23 February 2014
The origin of kawaii arises in Japan around 1914 by Yumejji Takehisa exhibiting cute characters and designs targeted toward female consumers (Kinsella, pg.329). Kawaii translates into “cute.” Takehisa aimed numerous goods toward schoolgirls which we refer to as fancy goods. Many people asked to copyright his ideas of cuteness designs and began to refer to them as kawaii. In the 1970’s, the emergence of modern kawaii rises through Japanese teenagers, mainly women through informal “cute” styles of writing by decorating their paper with happy faces and hearts.
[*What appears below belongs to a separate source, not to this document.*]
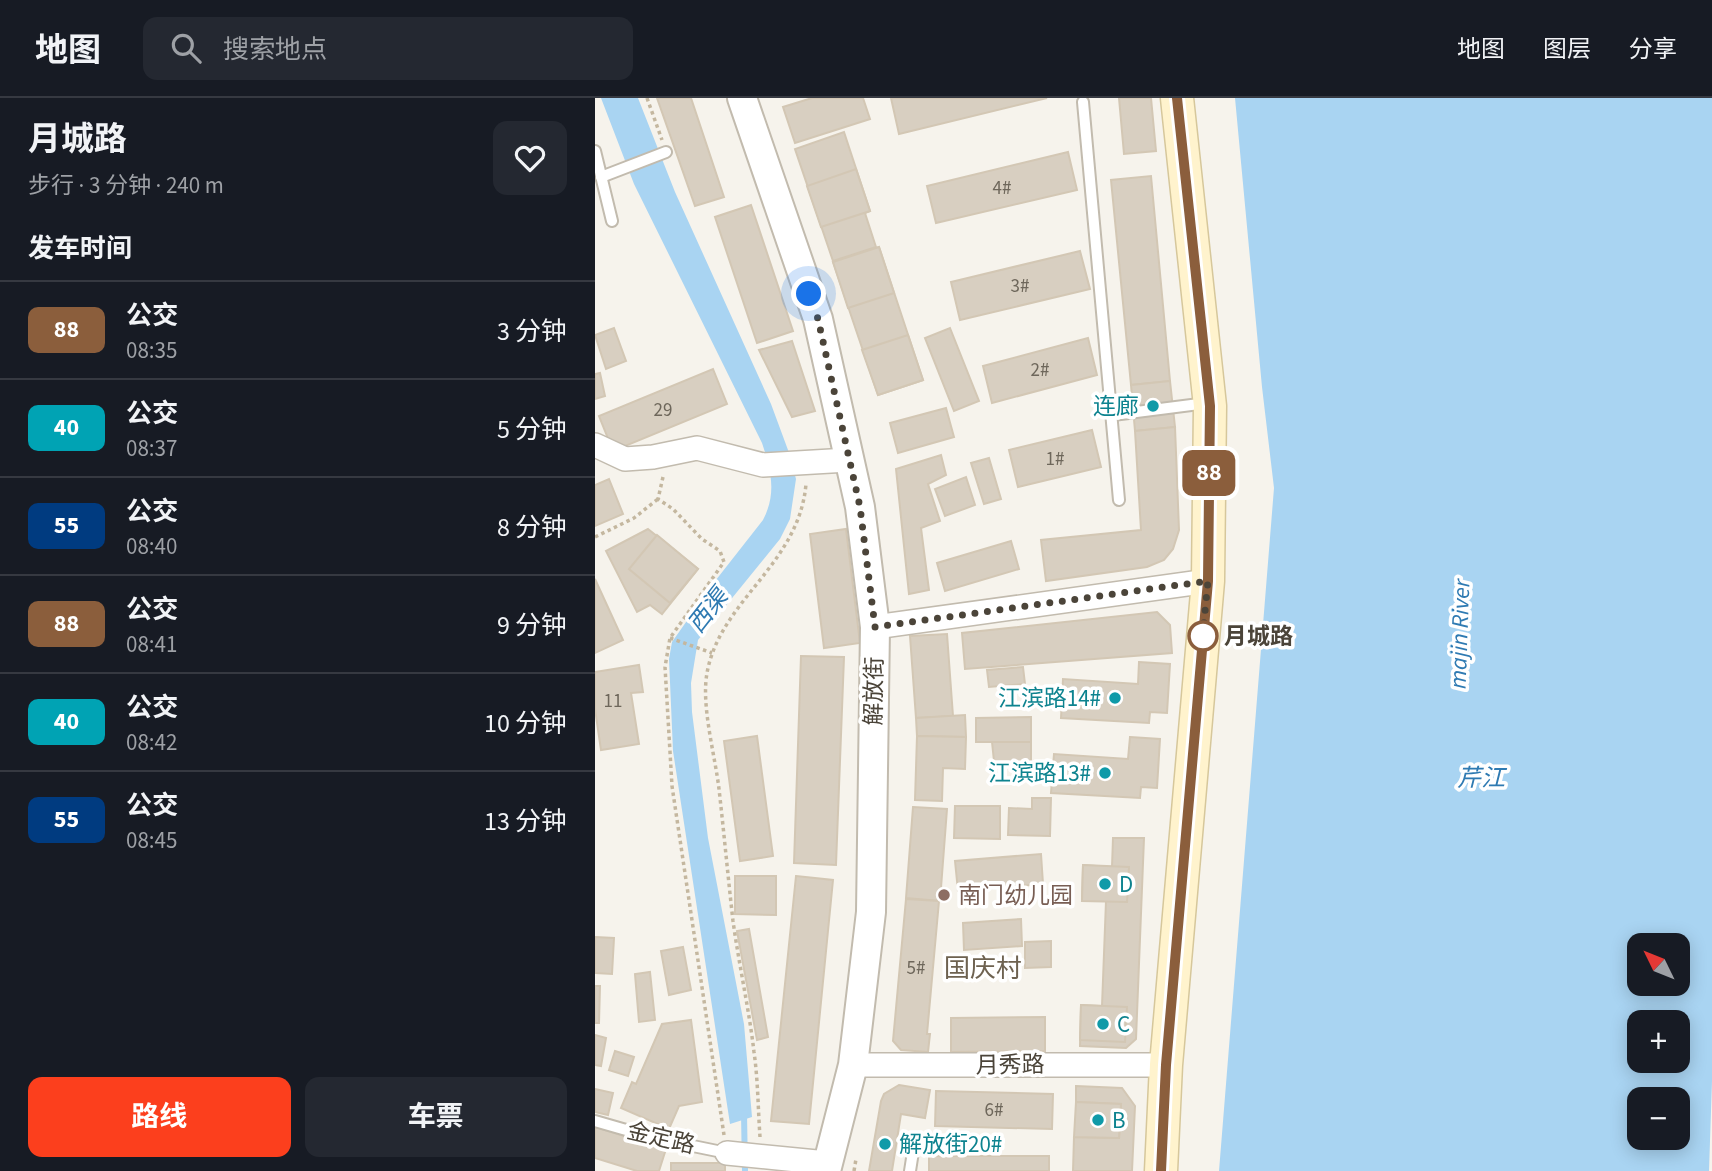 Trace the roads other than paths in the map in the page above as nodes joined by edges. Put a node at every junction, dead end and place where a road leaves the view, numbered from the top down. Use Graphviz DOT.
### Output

This form of writing was banned in schools and unapproved by adults interpreted as a sign of rebellion. In the 1980s kawaii spiked ultimate popularity dominating Japanese popular culture through many young people using kawaii as a way to rebel against adulthood. Adult’s roles present a restraint to freedom of expression with strict societal expectations.
Kawaii is a youthful identity utilized as a mechanism to escape the loss of freedom. Instead of rebelling through violence or sexuality as in the West, kawaii utilizes rebellious acts by cherishing the spirit of childhood. To retain youth, is to be free. This form of rebellion promotes independent style and behavior that misconstrues as immature due to its lack of conforming features such as fixed gender appeal. When we think of the word rebellion in the west, media molds this through violence, using examples of gangs, drug dealers, or criminals. Sex appeal is a high form of rebellion that women use to differentiate and highlight the meaning of beauty. However, kawaii is an evolving act of rebellion that encounters women utilizing “cute” as a way to create an individualistic identity.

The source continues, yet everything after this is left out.